Of all the lines in the records below, copy only those that contain the string "nodes".

BEGIN

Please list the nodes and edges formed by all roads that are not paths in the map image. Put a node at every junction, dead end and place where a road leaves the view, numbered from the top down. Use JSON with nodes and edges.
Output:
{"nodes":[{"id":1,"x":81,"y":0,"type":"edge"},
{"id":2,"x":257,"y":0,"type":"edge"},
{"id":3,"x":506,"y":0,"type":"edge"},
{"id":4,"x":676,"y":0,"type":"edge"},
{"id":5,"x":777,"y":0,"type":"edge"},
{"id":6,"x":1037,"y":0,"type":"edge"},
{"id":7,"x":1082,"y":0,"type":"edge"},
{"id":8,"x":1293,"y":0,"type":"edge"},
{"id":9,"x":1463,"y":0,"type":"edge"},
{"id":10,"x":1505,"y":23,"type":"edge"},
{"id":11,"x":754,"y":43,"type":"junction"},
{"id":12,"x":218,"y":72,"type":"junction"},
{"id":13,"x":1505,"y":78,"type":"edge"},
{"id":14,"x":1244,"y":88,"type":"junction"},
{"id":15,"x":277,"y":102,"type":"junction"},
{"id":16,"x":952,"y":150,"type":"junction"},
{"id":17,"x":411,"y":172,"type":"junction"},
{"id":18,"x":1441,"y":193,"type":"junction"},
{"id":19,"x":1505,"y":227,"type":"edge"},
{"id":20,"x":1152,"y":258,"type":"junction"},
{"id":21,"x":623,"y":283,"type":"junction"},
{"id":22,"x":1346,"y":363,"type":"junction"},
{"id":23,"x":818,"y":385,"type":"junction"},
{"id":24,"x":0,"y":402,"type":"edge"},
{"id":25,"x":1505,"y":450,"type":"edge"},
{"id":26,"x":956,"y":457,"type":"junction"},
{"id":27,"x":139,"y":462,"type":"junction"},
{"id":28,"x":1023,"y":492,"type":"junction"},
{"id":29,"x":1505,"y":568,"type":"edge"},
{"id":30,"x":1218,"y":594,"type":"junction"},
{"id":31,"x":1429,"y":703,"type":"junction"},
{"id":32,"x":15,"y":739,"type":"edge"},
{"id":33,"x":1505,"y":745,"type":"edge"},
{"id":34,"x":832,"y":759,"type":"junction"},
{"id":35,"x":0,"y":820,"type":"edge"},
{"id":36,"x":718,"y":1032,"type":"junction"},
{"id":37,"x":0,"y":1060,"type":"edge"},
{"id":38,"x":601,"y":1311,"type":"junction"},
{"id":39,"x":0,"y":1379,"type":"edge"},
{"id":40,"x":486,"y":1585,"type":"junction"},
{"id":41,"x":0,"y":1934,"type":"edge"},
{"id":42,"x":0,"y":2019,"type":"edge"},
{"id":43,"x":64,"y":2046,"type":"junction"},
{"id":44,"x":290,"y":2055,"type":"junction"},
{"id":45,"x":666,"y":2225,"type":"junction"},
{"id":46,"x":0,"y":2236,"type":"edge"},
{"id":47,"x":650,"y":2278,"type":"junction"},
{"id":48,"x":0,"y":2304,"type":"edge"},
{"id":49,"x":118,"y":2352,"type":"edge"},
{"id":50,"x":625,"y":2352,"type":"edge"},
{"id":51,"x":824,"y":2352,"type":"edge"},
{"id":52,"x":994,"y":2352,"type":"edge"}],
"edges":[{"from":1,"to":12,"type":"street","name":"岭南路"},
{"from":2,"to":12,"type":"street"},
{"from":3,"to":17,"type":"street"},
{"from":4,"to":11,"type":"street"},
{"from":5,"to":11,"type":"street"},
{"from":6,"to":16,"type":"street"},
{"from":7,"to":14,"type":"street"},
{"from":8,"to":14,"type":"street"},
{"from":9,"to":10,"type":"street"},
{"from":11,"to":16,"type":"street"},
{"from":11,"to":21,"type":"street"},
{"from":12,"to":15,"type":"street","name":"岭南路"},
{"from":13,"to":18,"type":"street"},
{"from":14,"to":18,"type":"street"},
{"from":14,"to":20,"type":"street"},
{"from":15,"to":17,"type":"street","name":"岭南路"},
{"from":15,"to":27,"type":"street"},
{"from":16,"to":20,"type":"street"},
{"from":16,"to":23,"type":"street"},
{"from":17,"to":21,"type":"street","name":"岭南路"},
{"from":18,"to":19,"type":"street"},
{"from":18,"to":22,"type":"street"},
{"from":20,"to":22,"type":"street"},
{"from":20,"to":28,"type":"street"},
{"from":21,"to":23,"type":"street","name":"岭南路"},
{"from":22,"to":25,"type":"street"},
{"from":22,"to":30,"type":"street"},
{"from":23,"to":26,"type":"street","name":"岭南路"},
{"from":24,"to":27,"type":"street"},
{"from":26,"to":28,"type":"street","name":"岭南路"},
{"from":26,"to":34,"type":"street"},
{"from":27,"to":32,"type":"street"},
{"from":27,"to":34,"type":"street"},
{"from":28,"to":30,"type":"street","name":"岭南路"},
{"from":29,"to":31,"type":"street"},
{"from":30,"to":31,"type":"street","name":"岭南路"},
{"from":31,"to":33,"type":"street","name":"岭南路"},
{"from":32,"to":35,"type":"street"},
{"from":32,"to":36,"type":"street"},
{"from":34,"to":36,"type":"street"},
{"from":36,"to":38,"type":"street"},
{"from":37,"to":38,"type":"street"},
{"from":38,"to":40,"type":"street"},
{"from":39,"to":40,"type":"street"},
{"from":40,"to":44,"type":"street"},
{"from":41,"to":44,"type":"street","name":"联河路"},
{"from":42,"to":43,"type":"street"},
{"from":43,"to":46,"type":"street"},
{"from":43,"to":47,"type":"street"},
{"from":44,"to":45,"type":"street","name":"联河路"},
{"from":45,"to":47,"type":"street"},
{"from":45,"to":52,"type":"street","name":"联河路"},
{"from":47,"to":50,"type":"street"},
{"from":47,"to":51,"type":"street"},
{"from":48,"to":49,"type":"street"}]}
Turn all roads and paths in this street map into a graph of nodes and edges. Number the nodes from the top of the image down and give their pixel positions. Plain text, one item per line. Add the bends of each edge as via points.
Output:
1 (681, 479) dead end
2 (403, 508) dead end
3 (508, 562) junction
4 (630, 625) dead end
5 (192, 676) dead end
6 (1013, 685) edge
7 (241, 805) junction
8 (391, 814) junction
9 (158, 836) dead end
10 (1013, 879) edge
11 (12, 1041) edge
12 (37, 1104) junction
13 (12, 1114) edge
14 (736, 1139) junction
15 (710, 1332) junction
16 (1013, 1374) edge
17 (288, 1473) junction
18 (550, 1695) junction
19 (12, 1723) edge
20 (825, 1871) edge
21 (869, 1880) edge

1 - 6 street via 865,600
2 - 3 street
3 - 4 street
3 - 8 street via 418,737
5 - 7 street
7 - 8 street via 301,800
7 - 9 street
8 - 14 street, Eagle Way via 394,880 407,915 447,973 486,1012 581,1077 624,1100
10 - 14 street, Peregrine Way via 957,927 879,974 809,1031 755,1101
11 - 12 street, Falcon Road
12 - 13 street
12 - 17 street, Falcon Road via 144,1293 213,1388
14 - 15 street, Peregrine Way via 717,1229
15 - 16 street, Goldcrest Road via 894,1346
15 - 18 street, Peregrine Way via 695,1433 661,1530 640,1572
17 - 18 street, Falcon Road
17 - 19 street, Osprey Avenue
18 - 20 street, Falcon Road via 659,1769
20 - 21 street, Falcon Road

END

ANSWER TO THE EXERCISE ▸
Please list the nodes and edges formed by all roads that are not paths in the map image. Put a node at every junction, dead end and place where a road leaves the view, numbered from the top down. Use JSON with nodes and edges.
{"nodes":[{"id":1,"x":81,"y":0,"type":"edge"},
Turn all roads and paths in this street map into a graph of nodes and edges. Number the nodes from the top of the image down and give their pixel positions. Plain text, one item per line. Add the bends of each edge as via points.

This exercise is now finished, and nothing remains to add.